Principi espressi in accoglimento parziale dell’azione volta ad ottenere la condanna del liquidatore di s.r.l nonché la declaratoria di revoca dell’atto di alienazione dei beni da parte del liquidatore alla moglie, in attuazione degli accordi contenuti nel verbale di separazione.

L’attore lamentava di aver maturato un credito nei confronti della società e che, dopo aver ottenuto decreto ingiuntivo, le parti avevano concordato lo stralcio del credito garantito da cambiali con scadenza mensile, titoli che a loro volta non erano più stati soddisfatti. 

(Massime a cura di Francesco Maria Maffezzoni)




Sentenza del 24 settembre 2019 – Presidente: Dott.
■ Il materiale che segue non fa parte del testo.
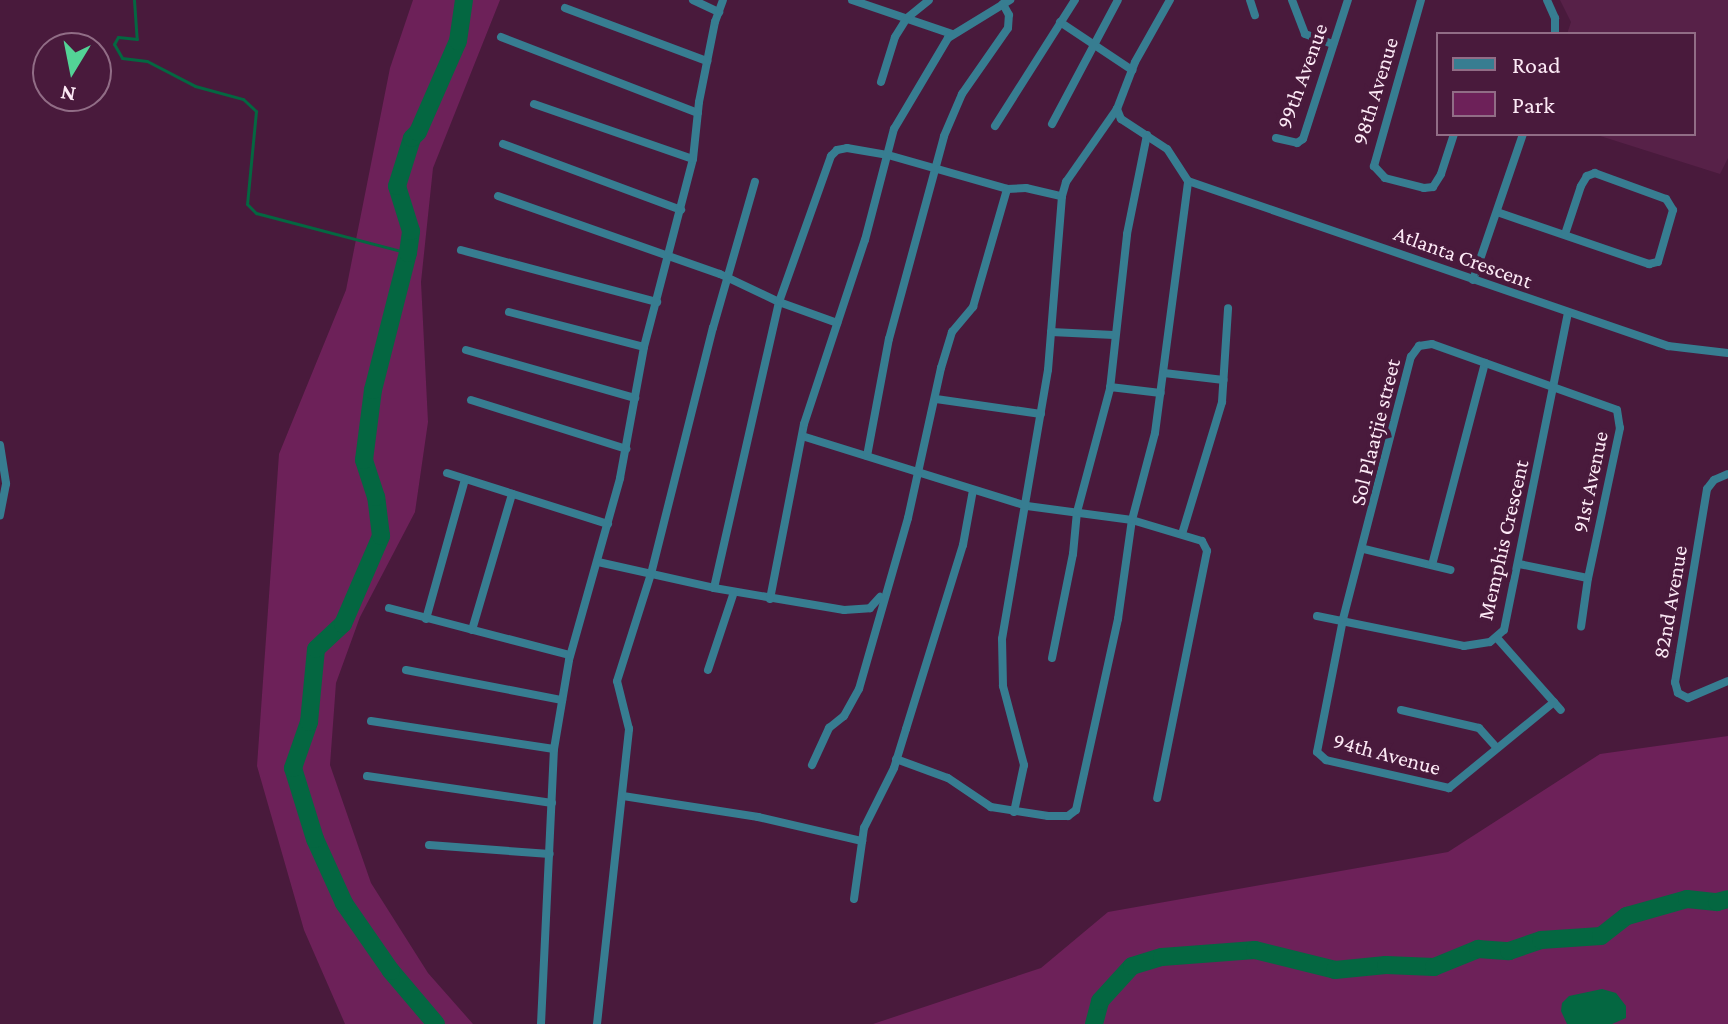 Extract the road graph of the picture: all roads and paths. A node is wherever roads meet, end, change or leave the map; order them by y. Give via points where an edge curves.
1 (693, 0) edge
2 (723, 0) edge
3 (852, 0) edge
4 (929, 0) edge
5 (1075, 0) edge
6 (1118, 0) edge
7 (1170, 0) edge
8 (1250, 0) edge
9 (1292, 0) edge
10 (1348, 0) edge
11 (1421, 0) edge
12 (1547, 0) edge
13 (1006, 2) edge
14 (565, 8) dead end
15 (719, 12) junction
16 (1255, 15) dead end
17 (907, 18) junction
18 (1060, 22) junction
19 (1555, 32) edge
20 (952, 34) junction
21 (501, 37) dead end
22 (1093, 44) junction
23 (1333, 44) junction
24 (707, 61) junction
25 (1132, 70) junction
26 (881, 82) dead end
27 (534, 104) dead end
28 (1117, 109) junction
29 (698, 113) junction
30 (1052, 124) dead end
31 (995, 126) dead end
32 (1147, 135) junction
33 (1453, 136) edge
34 (1522, 136) edge
35 (1276, 138) dead end
36 (503, 144) dead end
37 (888, 155) junction
38 (693, 159) junction
39 (936, 168) junction
40 (1188, 181) junction
41 (755, 182) dead end
42 (1007, 189) junction
43 (498, 196) dead end
44 (1062, 196) junction
45 (681, 210) junction
46 (1497, 212) junction
47 (1565, 234) junction
48 (461, 250) dead end
49 (669, 258) junction
50 (728, 278) junction
51 (1473, 280) junction
52 (657, 302) junction
53 (779, 302) junction
54 (1228, 308) dead end
55 (509, 312) dead end
56 (1568, 314) junction
57 (837, 323) junction
58 (1051, 332) junction
59 (1114, 335) junction
60 (644, 347) junction
61 (466, 350) dead end
62 (1728, 353) edge
63 (1485, 363) junction
64 (1164, 373) junction
65 (1224, 380) junction
66 (1110, 387) junction
67 (1554, 390) junction
68 (1161, 393) junction
69 (635, 398) junction
70 (936, 399) junction
71 (471, 400) dead end
72 (1041, 414) junction
73 (802, 436) junction
74 (0, 445) edge
75 (626, 449) junction
76 (867, 456) junction
77 (447, 473) dead end
78 (919, 474) junction
79 (1728, 474) edge
80 (465, 479) junction
81 (973, 490) junction
82 (512, 494) junction
83 (1027, 506) junction
84 (1077, 512) junction
85 (0, 515) edge
86 (1132, 520) junction
87 (608, 524) junction
88 (1182, 534) junction
89 (1364, 549) junction
90 (598, 562) junction
91 (1519, 564) junction
92 (1432, 565) junction
93 (1451, 570) dead end
94 (651, 574) junction
95 (1588, 578) junction
96 (714, 588) junction
97 (734, 592) junction
98 (883, 593) junction
99 (770, 599) junction
100 (389, 608) dead end
101 (1317, 616) dead end
102 (426, 619) junction
103 (1343, 619) junction
104 (1581, 627) dead end
105 (472, 630) junction
106 (1497, 638) junction
107 (570, 655) junction
108 (1052, 658) dead end
109 (406, 670) dead end
110 (708, 670) dead end
111 (1728, 681) edge
112 (562, 700) junction
113 (1554, 702) junction
114 (1401, 710) dead end
115 (1561, 710) dead end
116 (371, 721) dead end
117 (1497, 748) junction
118 (554, 749) junction
119 (896, 759) junction
120 (812, 765) dead end
121 (367, 776) dead end
122 (623, 796) junction
123 (1157, 798) dead end
124 (552, 803) junction
125 (1014, 812) junction
126 (862, 841) junction
127 (429, 845) dead end
128 (550, 854) junction
129 (854, 899) dead end
130 (541, 1024) edge
131 (597, 1024) edge

1 - 15 street
2 - 15 street
3 - 17 street
4 - 17 street
5 - 18 street
6 - 22 street
7 - 25 street
8 - 16 street
9 - 23 street via 1305,34
10 - 23 street, 99th Avenue
11 - 33 street, 98th Avenue via 1374,166 1385,178 1433,187
12 - 19 street
13 - 20 street
13 - 39 street via 1008,28 962,94
14 - 24 street
15 - 24 street
17 - 20 street
17 - 26 street
18 - 22 street
18 - 31 street
20 - 37 street via 894,129
21 - 29 street
22 - 25 street
22 - 30 street
23 - 35 street, 99th Avenue via 1303,139 1297,143
24 - 29 street
25 - 28 street
27 - 38 street
28 - 32 street via 1121,119
28 - 44 street via 1066,182
29 - 38 street
32 - 40 street via 1167,149
32 - 59 street via 1133,193
34 - 46 street
36 - 45 street
37 - 39 street
37 - 53 street via 847,148 831,156
37 - 57 street
38 - 45 street
39 - 42 street
39 - 76 street via 889,339
40 - 51 street, Atlanta Crescent
40 - 64 street
41 - 50 street
42 - 44 street
42 - 70 street via 973,307 952,332
43 - 49 street
44 - 58 street
45 - 49 street
46 - 47 street
46 - 51 street
47 - 47 street via 1654,264 1663,252 1673,210 1666,199 1595,173 1581,186
48 - 52 street
49 - 50 street
49 - 52 street
50 - 53 street
50 - 94 street
51 - 56 street, Atlanta Crescent
52 - 60 street
53 - 57 street
53 - 96 street
54 - 65 street
55 - 60 street
56 - 62 street, Atlanta Crescent via 1668,346
56 - 67 street, Memphis Crescent
57 - 73 street
58 - 59 street
58 - 72 street
59 - 66 street
60 - 69 street
61 - 69 street
63 - 67 street, Sol Plaatjie street
63 - 89 street, Sol Plaatjie street via 1432,344 1414,351
63 - 92 street
64 - 65 street
64 - 68 street
65 - 88 street via 1209,455
66 - 68 street
66 - 84 street
67 - 91 street, Memphis Crescent
67 - 95 street, 91st Avenue via 1612,406 1619,414
68 - 86 street
69 - 75 street
70 - 72 street
70 - 78 street
71 - 75 street
72 - 83 street
73 - 76 street
73 - 99 street
74 - 85 street via 6,484
75 - 87 street
76 - 78 street
77 - 80 street
78 - 81 street
78 - 98 street
79 - 111 street, 82nd Avenue via 1707,489 1675,682 1678,693 1688,698
80 - 82 street
80 - 102 street
81 - 83 street
81 - 119 street via 963,545
82 - 87 street
82 - 105 street
83 - 84 street
83 - 125 street via 1000,664 1024,765
84 - 86 street
84 - 108 street
86 - 88 street
86 - 125 street via 1115,633 1076,810 1068,816
87 - 90 street
88 - 123 street via 1202,541 1207,551
89 - 92 street
89 - 103 street, Sol Plaatjie street
90 - 94 street
90 - 107 street
91 - 95 street
91 - 106 street, Memphis Crescent via 1509,614
92 - 93 street
94 - 96 street
94 - 122 street via 617,681 629,729
95 - 104 street, 91st Avenue
96 - 97 street
97 - 99 street
97 - 110 street
98 - 99 street via 860,611
98 - 120 street via 859,689 844,716 829,728
100 - 102 street
101 - 103 street, Memphis Crescent
102 - 105 street
103 - 106 street, Memphis Crescent via 1464,646
103 - 117 street, 94th Avenue via 1318,742 1320,757 1449,788
105 - 107 street
106 - 113 street
107 - 112 street
109 - 112 street
112 - 118 street
113 - 115 street
113 - 117 street, 94th Avenue
114 - 117 street via 1479,728
116 - 118 street
118 - 124 street
119 - 125 street via 948,778 991,807
119 - 126 street
121 - 124 street
122 - 126 street via 758,817
122 - 131 street
124 - 128 street
126 - 129 street
127 - 128 street
128 - 130 street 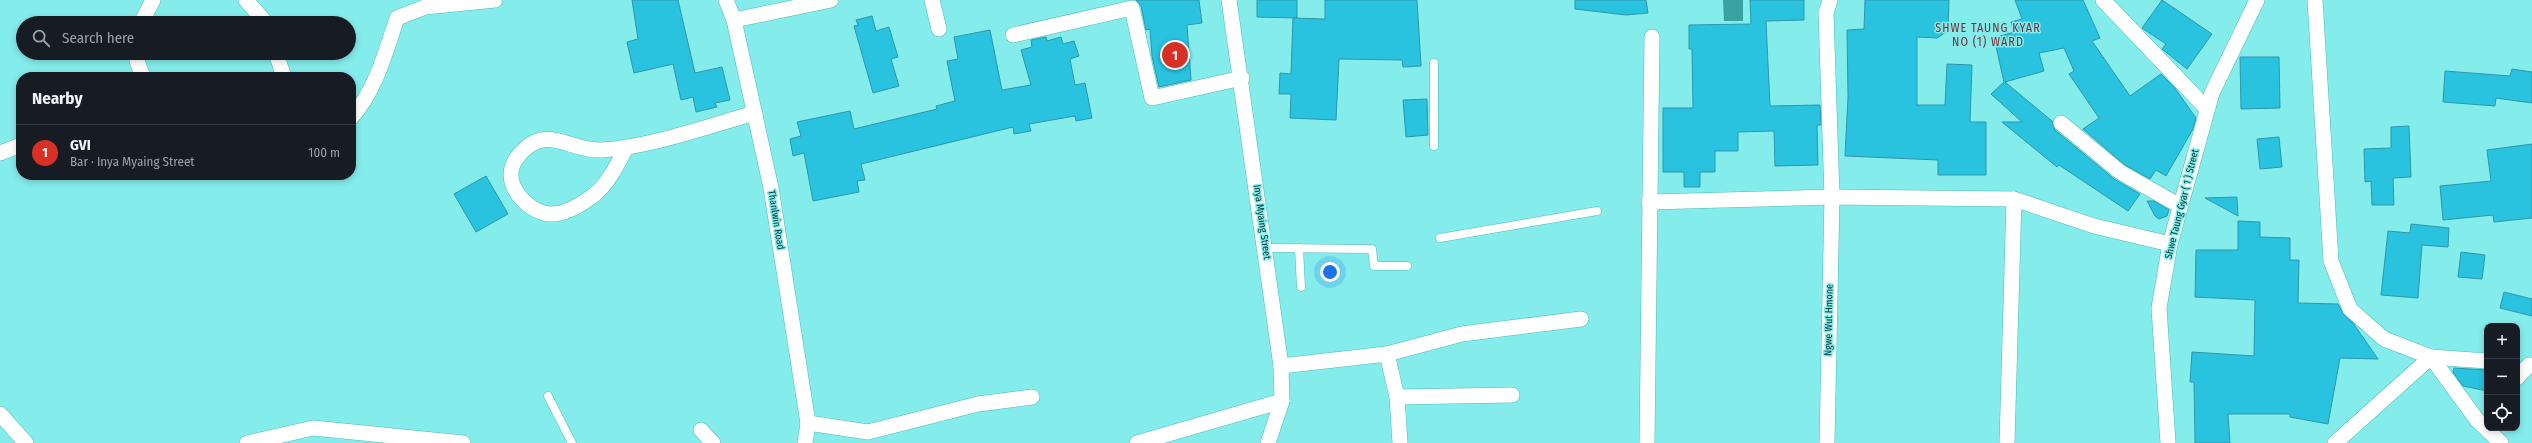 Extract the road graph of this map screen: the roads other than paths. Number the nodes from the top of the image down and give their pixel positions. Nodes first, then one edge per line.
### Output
1 (153, 0) edge
2 (246, 0) edge
3 (495, 0) edge
4 (726, 0) edge
5 (831, 0) edge
6 (932, 0) edge
7 (1229, 0) edge
8 (1830, 0) edge
9 (2103, 0) edge
10 (2257, 0) edge
11 (2315, 0) edge
12 (145, 16) edge
13 (260, 16) edge
14 (734, 20) junction
15 (939, 29) dead end
16 (1013, 35) dead end
17 (1652, 37) dead end
18 (137, 60) edge
19 (278, 60) edge
20 (1434, 63) dead end
21 (141, 72) edge
22 (282, 72) edge
23 (1242, 78) junction
24 (2207, 108) junction
25 (356, 112) edge
26 (755, 113) junction
27 (2061, 123) dead end
28 (1434, 146) dead end
29 (16, 147) edge
30 (626, 148) junction
31 (0, 153) edge
32 (1832, 197) junction
33 (2014, 199) junction
34 (1649, 202) junction
35 (2180, 206) junction
36 (1597, 211) dead end
37 (1440, 238) dead end
38 (2170, 244) junction
39 (1266, 248) junction
40 (1300, 248) junction
41 (1406, 266) dead end
42 (1301, 287) dead end
43 (1581, 319) dead end
44 (1387, 354) junction
45 (2431, 357) junction
46 (2484, 361) edge
47 (2526, 364) edge
48 (1281, 366) junction
49 (2520, 373) edge
50 (1512, 395) dead end
51 (548, 396) dead end
52 (1032, 397) dead end
53 (1397, 397) junction
54 (1282, 401) junction
55 (0, 414) edge
56 (2482, 415) edge
57 (808, 423) junction
58 (701, 430) dead end
59 (26, 443) edge
60 (247, 443) edge
61 (463, 443) edge
62 (572, 443) edge
63 (713, 443) edge
64 (805, 443) edge
65 (1137, 443) edge
66 (1268, 443) edge
67 (1400, 443) edge
68 (1647, 443) edge
69 (1827, 443) edge
70 (2007, 443) edge
71 (2168, 443) edge
72 (2335, 443) edge
73 (2501, 443) edge

1 - 12 street
2 - 13 street
3 - 25 street
4 - 14 street, Thanlwin Road
5 - 14 street
6 - 15 street
7 - 23 street, Inya Myaing Street
8 - 32 street, Ngwe Wut Hmone
9 - 24 street
10 - 24 street, Shwe Taung Gyar ( 1 ) Street
11 - 45 street
14 - 26 street, Thanlwin Road
16 - 23 street
17 - 34 street
18 - 21 street
19 - 22 street
20 - 28 lane
23 - 39 street, Inya Myaing Street
24 - 35 street, Shwe Taung Gyar ( 1 ) Street
26 - 30 street
26 - 57 street, Thanlwin Road
27 - 35 street
29 - 31 street
30 - 30 street
32 - 33 street
32 - 34 street
32 - 69 street, Ngwe Wut Hmone
33 - 38 street
33 - 70 street
34 - 68 street
35 - 38 street, Shwe Taung Gyar ( 1 ) Street
36 - 37 lane
38 - 71 street, Shwe Taung Gyar ( 1 ) Street
39 - 40 lane
39 - 48 street, Inya Myaing Street
40 - 41 lane
40 - 42 lane
43 - 44 street
44 - 48 street
44 - 53 street
45 - 46 street
45 - 56 street
45 - 72 street
47 - 49 street
48 - 54 street, Inya Myaing Street
50 - 53 street
51 - 62 lane
52 - 57 street
53 - 67 street
54 - 65 street
54 - 66 street, Inya Myaing Street
55 - 59 street
56 - 73 street
57 - 64 street, Thanlwin Road
58 - 63 street
60 - 61 street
Raffaele Del Porto – Giudice relatore: Dott.ssa Alessia Busato

Nel giudizio proposto dalla curatela fallimentare per la condanna al pagamento di un debito di un terzo nei confronti del fallito, l’eccepibilità in compensazione di un credito dello stesso terzo verso il fallito non è condizionata alla preventiva verificazione di tale credito, purché sia stata fatta valere come eccezione riconvenzionale; solo l’eventuale eccedenza del credito del terzo verso il fallito non può essere oggetto di sentenza di condanna nei confronti del fallimento, ma deve essere oggetto di autonomo procedimento di insinuazione al passivo (Cass. n. 287/2009; Cass. n. 15552/2011; Cass. n. 64/2012; Cass. n. 14418/2013; Cass. n. 30298/2017).

La qualità di lavoratore subordinato non è compatibile con quella di amministratore unico di società di capitali datrice di lavoro (e, deve ritenersi, di liquidatore unico legale rappresentante) non essendo configurabile il vincolo di subordinazione ove manchi la soggezione del prestatore ad un potere sovraordinato di controllo e disciplina, escluso dalla immedesimazione in un unico soggetto della veste di esecutore della volontà sociale e di quella di unico organo competente ad esprimerla (conf. Cass. 5352/1998, Cass. n. 1726/1999; Cass. n. 909/2005).

Il pagamento del liquidatore eseguito in favore di un terzo per prestazioni professionali in assenza di incarico scritto, in assenza di accordo sul compenso ed in assenza di rilievo della prestazione professionale eseguita (dal terzo), costituisce comportamento, almeno superficialmente, idoneo a determinare la responsabilità del liquidatore per l’ammanco conseguente il pagamento.

Principi espressi in ipotesi di azione esercitata dalla curatela di una s.p.a. fallita contro il liquidatore unico al fine di ottenere il risarcimento del danno conseguente alla indebita riscossione, diretta o indiretta, di somme nei confronti della società.